Binding of Testosterone Hormone with Anti-testosterone Fab Fragment Antibody

Abstract

Testosterone is a steroid sex hormone that regulates sex differentiation, male sex characteristics, spermatogenesis and fertility. It also functions in carbohydrate, lipid, and protein metabolism. It is largely produced by the male gonad and a variety of female organs. A lack of testosterone hormone can cause in increased fat mass, reduced insulin action, and undesirable cholesterol deposition in the body. The concentration of this hormone might vary even within healthy human. A protein, anti-testosterone Fab fragment antibody, has been proposed as the binding molecule that can maintain the hormone appropriately in our body.

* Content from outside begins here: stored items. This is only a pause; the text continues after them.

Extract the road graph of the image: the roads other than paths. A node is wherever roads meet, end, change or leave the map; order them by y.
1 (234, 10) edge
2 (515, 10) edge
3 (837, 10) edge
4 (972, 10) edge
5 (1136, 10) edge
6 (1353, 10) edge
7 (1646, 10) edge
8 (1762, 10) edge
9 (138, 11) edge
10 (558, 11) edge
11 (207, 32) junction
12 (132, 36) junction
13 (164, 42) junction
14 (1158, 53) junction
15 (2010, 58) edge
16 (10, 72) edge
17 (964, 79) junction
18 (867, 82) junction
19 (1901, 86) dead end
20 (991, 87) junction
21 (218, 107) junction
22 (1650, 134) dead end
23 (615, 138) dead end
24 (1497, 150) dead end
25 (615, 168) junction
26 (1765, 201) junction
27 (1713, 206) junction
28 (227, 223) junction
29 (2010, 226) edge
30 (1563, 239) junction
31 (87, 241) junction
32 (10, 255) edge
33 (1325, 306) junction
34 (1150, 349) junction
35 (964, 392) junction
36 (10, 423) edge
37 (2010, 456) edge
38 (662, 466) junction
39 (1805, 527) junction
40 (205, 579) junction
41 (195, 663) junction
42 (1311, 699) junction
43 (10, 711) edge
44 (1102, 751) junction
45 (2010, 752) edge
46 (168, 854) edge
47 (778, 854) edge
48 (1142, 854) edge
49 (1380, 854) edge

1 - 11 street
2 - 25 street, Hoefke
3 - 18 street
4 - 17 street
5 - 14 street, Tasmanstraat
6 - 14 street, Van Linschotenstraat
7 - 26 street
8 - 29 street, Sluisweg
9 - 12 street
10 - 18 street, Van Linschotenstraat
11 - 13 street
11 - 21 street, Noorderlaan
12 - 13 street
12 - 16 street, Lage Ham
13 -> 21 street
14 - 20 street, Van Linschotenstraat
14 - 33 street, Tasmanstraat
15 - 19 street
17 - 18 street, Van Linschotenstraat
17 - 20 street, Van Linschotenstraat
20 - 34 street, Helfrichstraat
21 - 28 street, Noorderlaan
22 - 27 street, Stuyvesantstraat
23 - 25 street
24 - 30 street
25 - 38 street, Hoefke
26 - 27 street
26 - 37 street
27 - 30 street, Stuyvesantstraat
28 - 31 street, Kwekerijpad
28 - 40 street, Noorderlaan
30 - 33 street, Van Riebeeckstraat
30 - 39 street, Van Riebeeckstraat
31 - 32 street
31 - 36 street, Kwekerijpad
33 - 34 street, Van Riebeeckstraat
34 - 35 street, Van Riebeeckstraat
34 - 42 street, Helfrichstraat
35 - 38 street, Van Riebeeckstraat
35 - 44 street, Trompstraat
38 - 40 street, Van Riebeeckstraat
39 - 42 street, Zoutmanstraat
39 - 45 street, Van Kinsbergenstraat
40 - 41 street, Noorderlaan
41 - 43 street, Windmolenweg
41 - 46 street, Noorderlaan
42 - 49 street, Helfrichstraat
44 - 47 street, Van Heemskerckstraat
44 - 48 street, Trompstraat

In this study, we investigated the binding of testosterone hormone to light and heavy chains of antibody and compared the binding strength by utilizing various binding methods, hydrogen bonding, non-bonded contact, and binding free energy estimation. The results of molecular dynamics simulation demonstrate that testosterone hormone binds more strongly to the heavy chain than the light chain. The strongest hydrogen bonding in atom pairs has been found to be between the O2 atom of testosterone and the O atom of GLY104 in heavy chain of antibody molecule, while the others were substantially weaker. Non-bonded interactions (electrostatic and van der Waals) play a crucial role in the formation of the protein-hormone complex. The MM/GBSA approach reveals that the binding energy of testosterone and heavy chain pairs is - 18.27 kcal/mol, which is almost three times greater than that of testosterone and light chain pairs - 6.60 kcal/mol.